Gregory P. Smith greg at krypto.org
Sat Mar 23 13:37:43 EDT 2019


On Sat, Mar 23, 2019 at 7:37 AM Andre Roberge <andre.roberge at gmail.com>
wrote:

> Consider the following example [1]:
>
>  Python 3.7.0 (v3.7.0:1bf9cc5093...
>  >>> d = {
>  ...   "injury": "flesh wound"
>  ... }
>  >>> d["answer"]: 42
>  >>> if "answer" in d:
>  ...     print("Don't panic!")
>  ... else:
>  ...     print("Sorry, I can't help you.")
>  ...
>  Sorry, I can't help you.
>
> = =
> No SyntaxError raised (which would have been the case before version 3.5?)
> and yet what could be a very unexpected result occurred.
>
> Of course, the problem is with the line
>
> d["answer"]: 42
>
> which is not an assignment but is an "optional" type hint.
>

A useless statement like that isn't likely to be typed.  I've never seen
anyone do that.

Sure, someone is going to typo and omit the = from a := assignment in 3.8
but the walrus is unlikely to be used outside of an conditional or loop
test context so this seems like a made up problem.  (if anything, this
possibility encourages people not to use the walrus in unintended places).
Someone might also typo it by meaning to use a ; for multiple statements
but enter : instead.  Again, very rare.  Because ; is frowned upon.

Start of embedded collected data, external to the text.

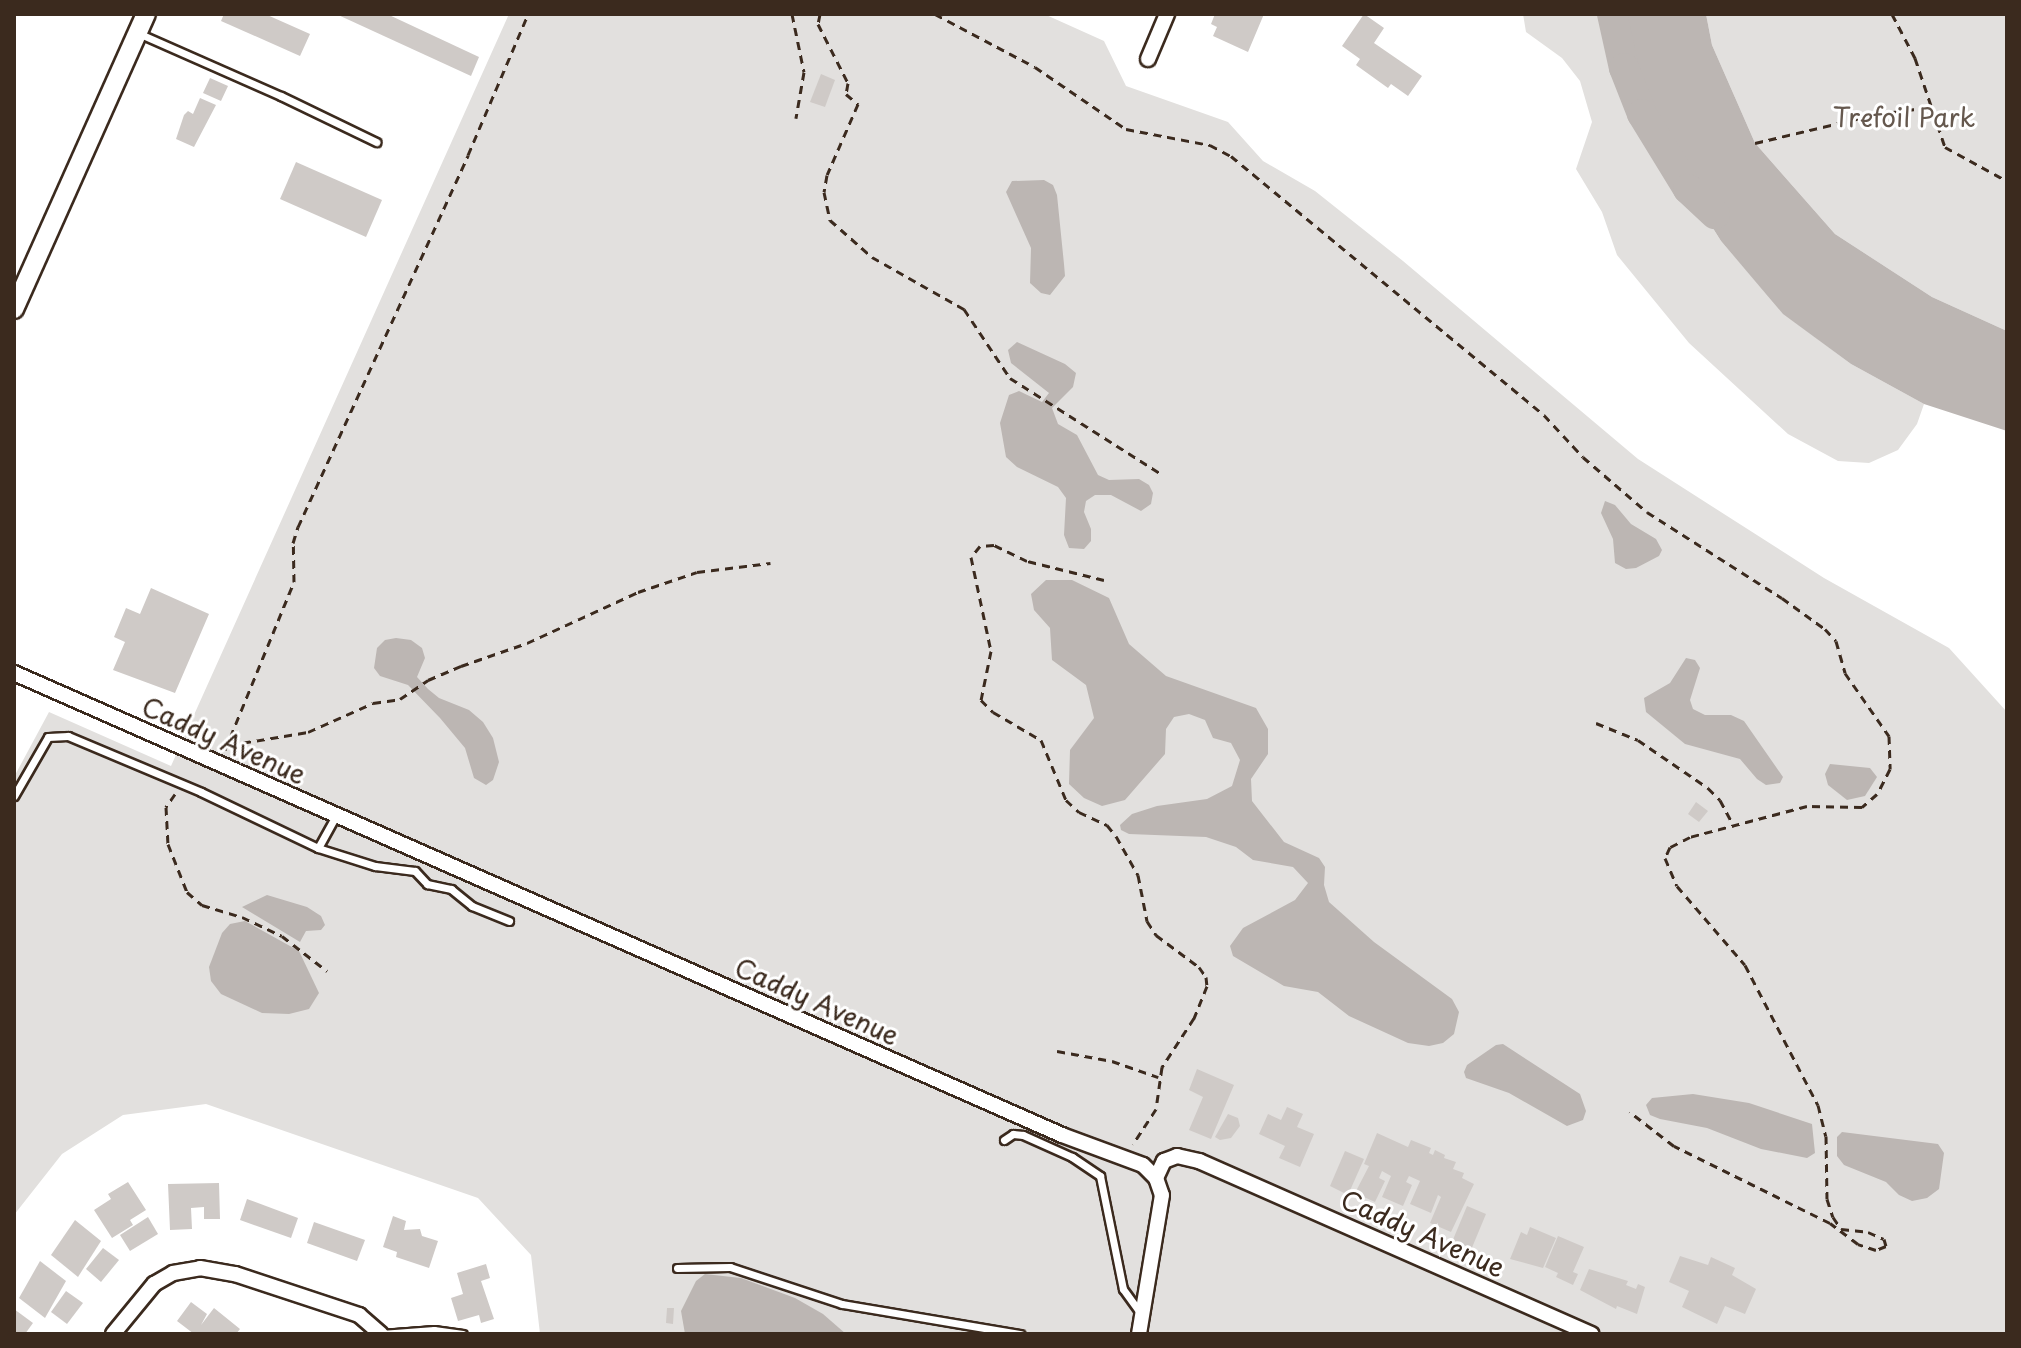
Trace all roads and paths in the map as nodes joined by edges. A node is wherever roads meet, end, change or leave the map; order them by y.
1 (146, 14) edge
2 (528, 14) edge
3 (792, 14) edge
4 (820, 14) edge
5 (935, 14) edge
6 (1167, 14) edge
7 (1892, 14) edge
8 (137, 33) junction
9 (1148, 59) dead end
10 (1931, 107) junction
11 (796, 118) dead end
12 (376, 142) dead end
13 (1755, 143) dead end
14 (2007, 181) edge
15 (14, 309) edge
16 (1163, 475) dead end
17 (770, 563) dead end
18 (1104, 580) dead end
19 (14, 673) edge
20 (1596, 723) dead end
21 (227, 746) junction
22 (217, 764) junction
23 (201, 792) junction
24 (14, 796) edge
25 (336, 816) junction
26 (1734, 826) junction
27 (318, 848) junction
28 (509, 921) dead end
29 (327, 971) dead end
30 (1057, 1051) dead end
31 (1158, 1077) junction
32 (1630, 1112) dead end
33 (1004, 1140) dead end
34 (1127, 1160) junction
35 (1156, 1178) junction
36 (1841, 1229) junction
37 (677, 1268) dead end
38 (1142, 1316) junction
39 (113, 1334) edge
40 (381, 1334) edge
41 (463, 1334) edge
42 (1020, 1334) edge
43 (1139, 1334) edge
44 (1592, 1334) edge

1 - 8 street
2 - 21 path
3 - 11 path
4 - 16 path
5 - 26 path
6 - 9 street
7 - 10 path
8 - 12 lane
8 - 15 street
10 - 13 path
10 - 14 path
17 - 21 path
18 - 31 path
19 - 22 street, Caddy Avenue
20 - 26 path
21 - 22 path
22 - 25 street, Caddy Avenue
23 - 24 lane
23 - 27 lane
23 - 29 path
25 - 27 lane
25 - 34 street, Caddy Avenue
26 - 36 path
27 - 28 lane
30 - 31 path
31 - 34 path
32 - 36 path
33 - 38 lane
34 - 35 street, Caddy Avenue
35 - 38 street
35 - 44 street, Caddy Avenue
36 - 36 path
37 - 42 lane
38 - 43 street
39 - 40 street
40 - 41 lane

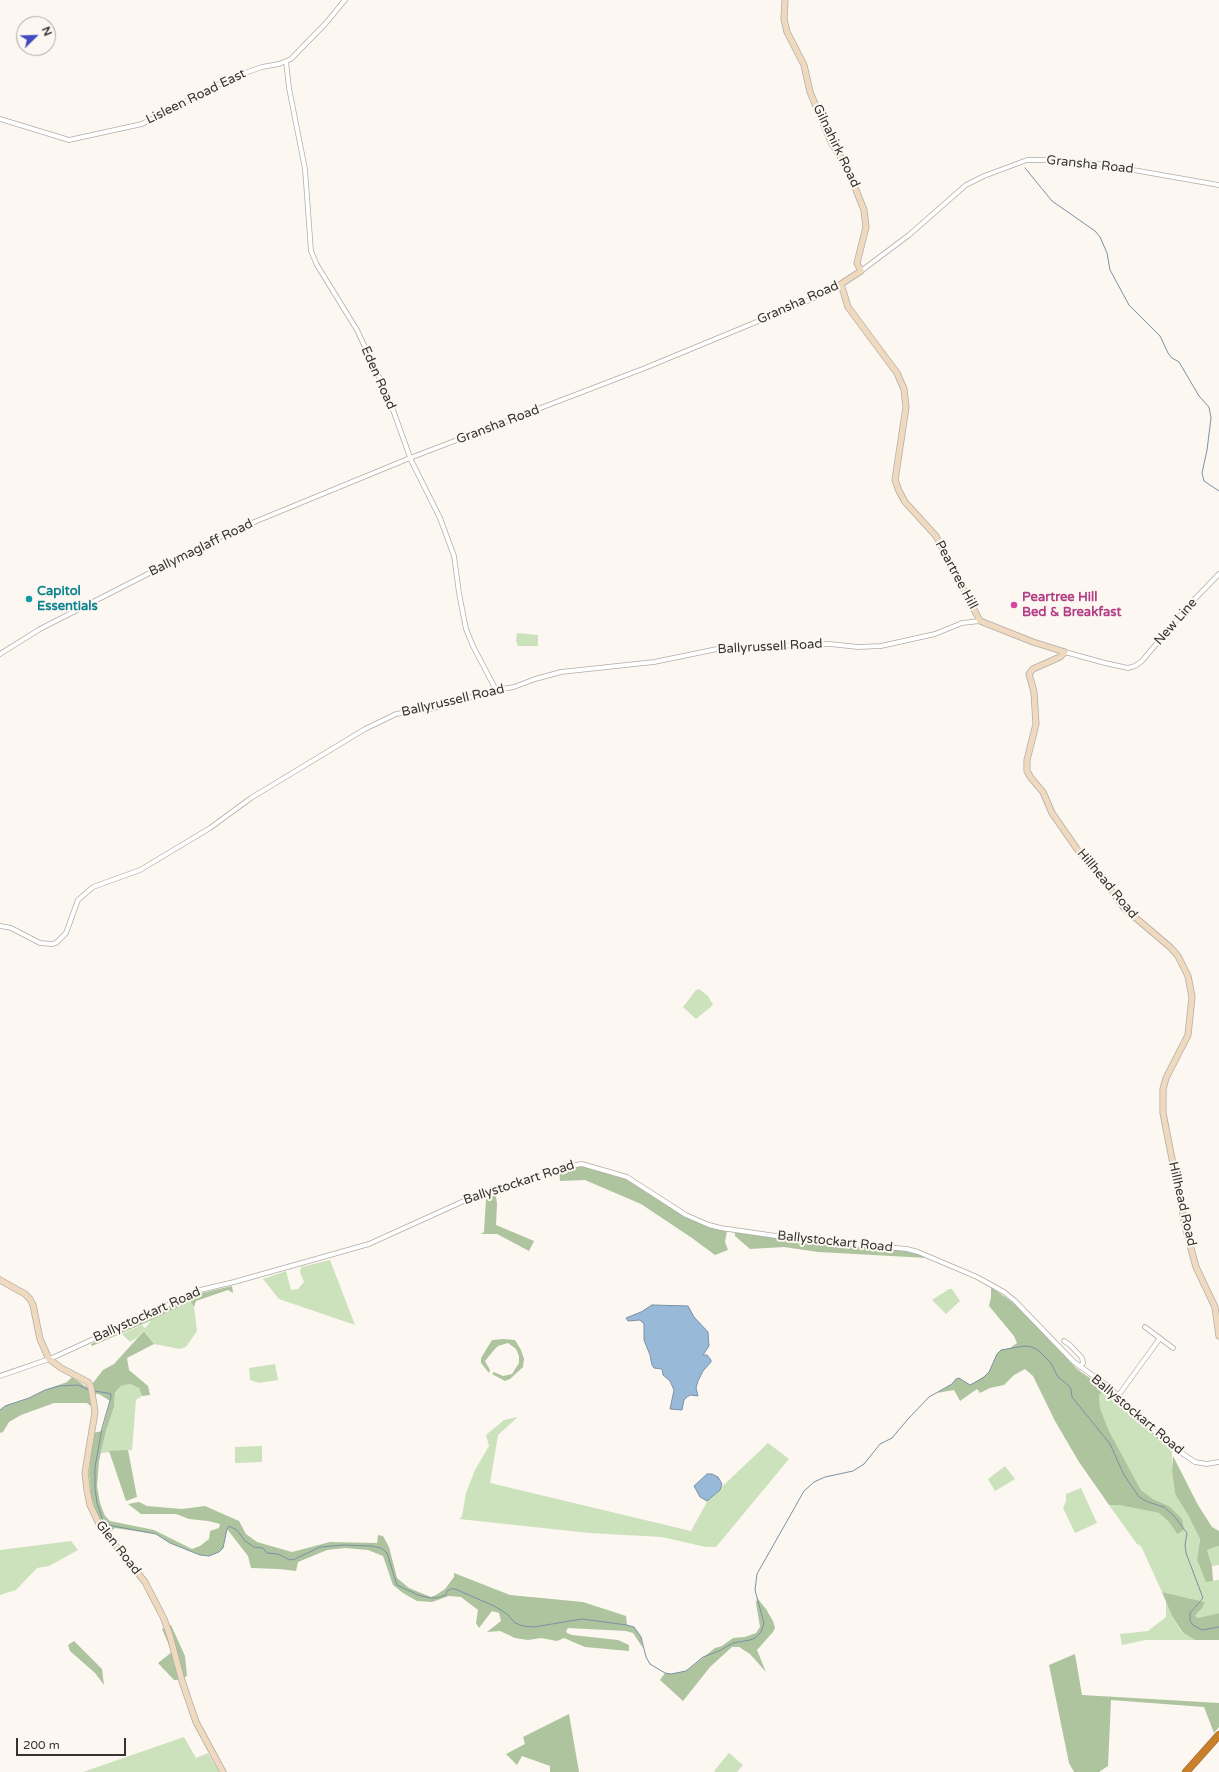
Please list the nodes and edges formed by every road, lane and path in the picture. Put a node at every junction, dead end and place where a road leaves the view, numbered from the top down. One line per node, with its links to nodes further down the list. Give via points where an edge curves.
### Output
1 (345, 0): 3 (street, Lisleen Road East, via 299,52)
2 (785, 0): 6 (street, Gilnahirk Road, via 784,19 787,32 804,65 810,92 826,132 846,165 864,210 866,227 857,263)
3 (286, 62): 4 (street, Lisleen Road East, via 233,77 142,124 69,140); 8 (street, Eden Road, via 305,169 311,251 356,330 388,396)
4 (0, 119)
5 (1219, 185): 6 (street, Gransha Road, via 1099,164 1027,160 984,176 966,186 909,235)
6 (861, 271): 7 (street, Gransha Road)
7 (841, 284): 8 (street, Gransha Road, via 807,302 645,368); 10 (street, Peartree Hill, via 848,307 897,373 904,389 906,406 895,480 899,491 905,502 936,536)
8 (410, 458): 12 (street, Ballymaglaff Road, via 217,537 47,626); 14 (street, Eden Road, via 449,541 454,556 466,629)
9 (1219, 574): 13 (street, New Line, via 1142,661)
10 (980, 621): 11 (street, Peartree Hill); 14 (street, Ballyrussell Road, via 962,623 935,634 881,646 830,644 722,648 654,662 561,672)
11 (1065, 652): 13 (street, Peartree Hill); 18 (street, Hillhead Road, via 1060,657 1033,669 1029,674 1034,692 1036,724 1027,760 1027,771 1043,792 1052,813 1077,849 1102,877 1124,908 1178,956 1188,976 1192,997 1190,1026 1166,1078 1163,1089 1163,1113 1186,1230 1196,1267 1214,1307)
12 (0, 654)
13 (1131, 668)
14 (496, 690): 15 (street, Ballyrussell Road, via 430,709 396,714 365,729 251,798 210,828 166,855 133,873 93,886 78,900 66,933 56,943 40,942 11,928)
15 (0, 926)
16 (0, 1280): 22 (street, via 30,1299 40,1339)
17 (1145, 1327): 19 (street)
18 (1219, 1336)
19 (1160, 1338): 21 (street); 25 (street)
20 (1064, 1341): 23 (street, via 1082,1358 1083,1363)
21 (1173, 1348)
22 (49, 1359): 23 (street, Ballystockart Road, via 196,1291 369,1244 466,1200 576,1164 590,1165 627,1177 686,1215 721,1228 918,1252 977,1277 1004,1292); 24 (street, Ballystockart Road); 28 (street, Glen Road, via 88,1382 92,1390 95,1412 86,1473 90,1505 100,1526 145,1582 158,1606 170,1636 196,1722)
23 (1080, 1367): 25 (street, Ballystockart Road)
24 (0, 1376)
25 (1118, 1396): 26 (street, Ballystockart Road, via 1158,1435 1187,1457 1201,1464)
26 (1219, 1462)
27 (1219, 1735): 29 (highway)
28 (223, 1772)
29 (1186, 1772)

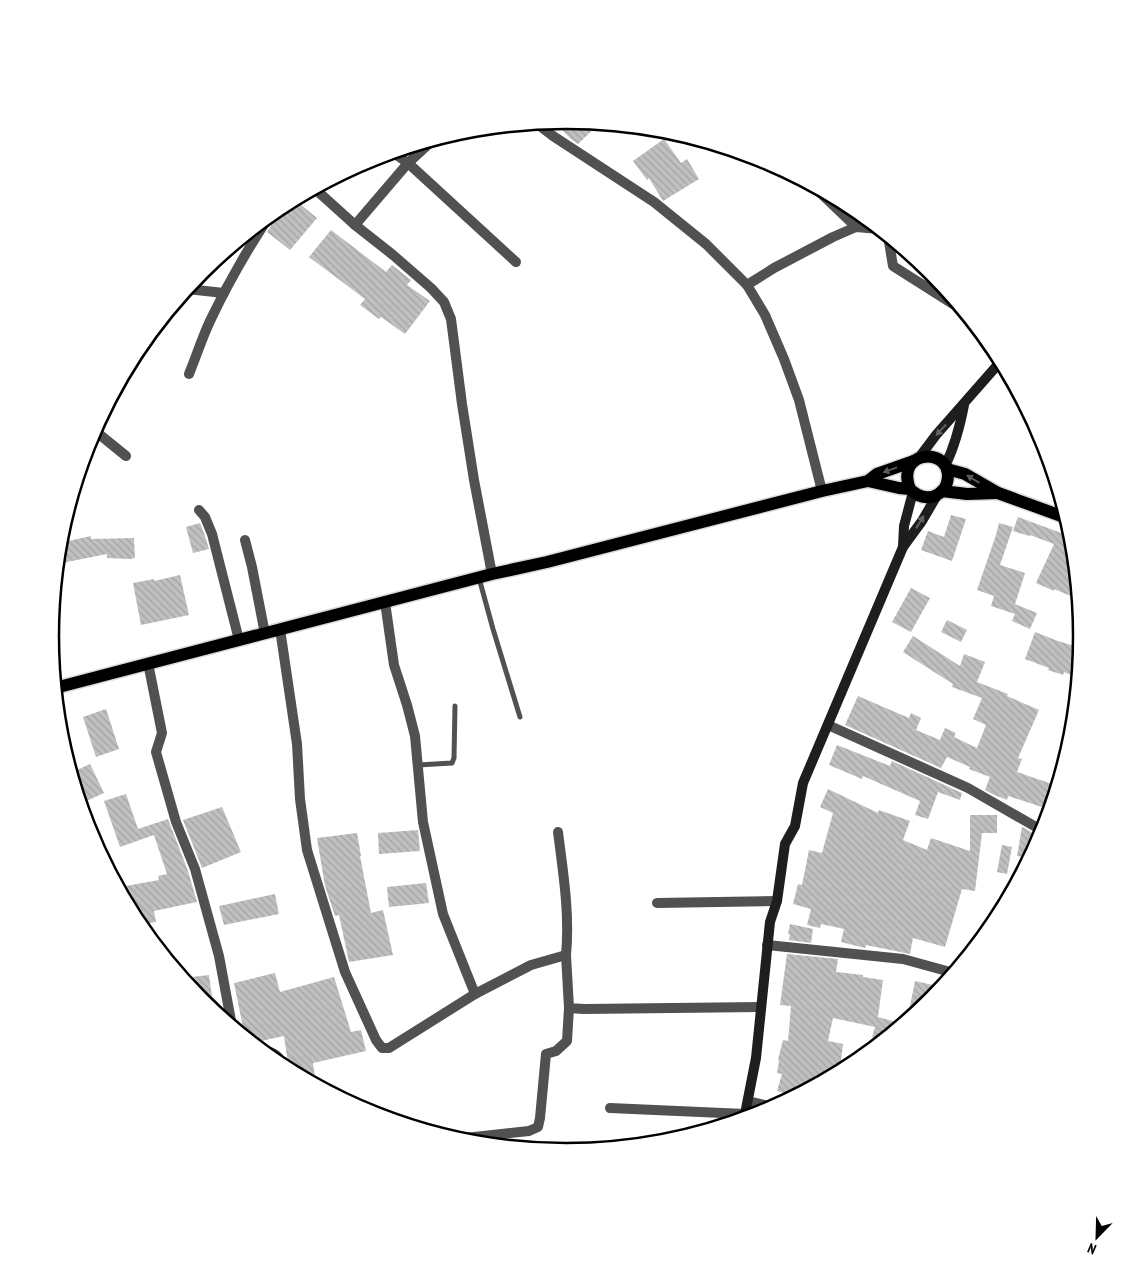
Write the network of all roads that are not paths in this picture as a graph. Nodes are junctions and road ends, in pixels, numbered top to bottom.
1 (545, 130) edge
2 (421, 150) edge
3 (400, 157) edge
4 (408, 162) junction
5 (319, 193) edge
6 (832, 205) edge
7 (354, 225) junction
8 (856, 227) junction
9 (867, 228) edge
10 (257, 234) edge
11 (890, 246) edge
12 (516, 262) dead end
13 (747, 285) junction
14 (196, 290) edge
15 (224, 293) junction
16 (943, 298) edge
17 (996, 367) edge
18 (189, 374) dead end
19 (964, 403) junction
20 (100, 435) edge
21 (126, 456) dead end
22 (916, 460) junction
23 (946, 467) junction
24 (868, 481) junction
25 (912, 490) junction
26 (822, 491) junction
27 (998, 493) junction
28 (939, 494) junction
29 (198, 510) dead end
30 (1058, 515) edge
31 (245, 540) dead end
32 (903, 547) junction
33 (492, 574) junction
34 (479, 577) junction
35 (385, 602) junction
36 (280, 629) junction
37 (264, 634) junction
38 (239, 640) junction
39 (148, 664) junction
40 (62, 686) edge
41 (455, 706) dead end
42 (520, 717) dead end
43 (828, 725) junction
44 (418, 764) junction
45 (1036, 827) edge
46 (558, 832) dead end
47 (777, 901) junction
48 (657, 903) dead end
49 (767, 945) junction
50 (566, 955) junction
51 (946, 971) edge
52 (475, 994) junction
53 (761, 1007) junction
54 (569, 1008) junction
55 (230, 1015) edge
56 (748, 1101) junction
57 (761, 1105) edge
58 (610, 1108) dead end
59 (746, 1110) edge
60 (731, 1115) edge
61 (482, 1136) edge

1 - 13 street
2 - 4 street
3 - 4 street
4 - 7 street
4 - 12 street
5 - 7 street
6 - 8 street
7 - 33 street
8 - 9 street
8 - 13 street
10 - 15 street
11 - 16 street
13 - 26 street
14 - 15 street
15 - 18 street
17 - 19 main road
19 -> 22 main road
19 - 23 main road
20 - 21 street
22 - 23 main road
22 -> 24 main road
22 - 25 main road
27 -> 23 main road
23 - 28 main road
24 - 25 main road
24 - 26 main road
25 - 28 main road
25 - 32 main road
26 - 33 main road
27 - 28 main road
27 - 30 main road
32 -> 28 main road
29 - 38 street
31 - 37 street
32 - 43 main road
33 - 34 main road
34 - 35 main road
34 - 42 lane
35 - 36 main road
35 - 44 street
36 - 37 main road
36 - 52 street
37 - 38 main road
38 - 39 main road
39 - 40 main road
39 - 55 street
41 - 44 lane
43 - 45 street
43 - 47 main road
44 - 52 street
46 - 50 street
47 - 48 street
47 - 49 main road
49 - 51 street
49 - 53 main road
50 - 52 street
50 - 54 street
53 - 54 street
53 - 56 main road
54 - 61 street
56 - 57 street
56 - 59 main road
58 - 60 street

A linter (running live as part of an editor/ide these days) can flag most
meaningless annotations quite easily.

I think it would be very useful to have a way to turn off completely type
> hinting and flag any use of code like the above as a SyntaxError.
>
> My preference would be if type hinting would be something that is enabled
> per file with a top-level comment pragma, something like
>
> # type: enable
>
> Failing that, having a to-level comment pragma like
>
> # type: disable
>

Too late.  Requiring something like that would break existing code.

might be acceptable as it would not require any change to any existing
> file. However, the other option would be more inline with type hinting
> being "optional" and something that should not trip beginners who are not
> aware of its existence.
>

What evidence is there that this frequently trips up beginners?

Enhancing the dev environments beginners use to automatically lint would be
better and would automate some learning, handling cases way beyond this one.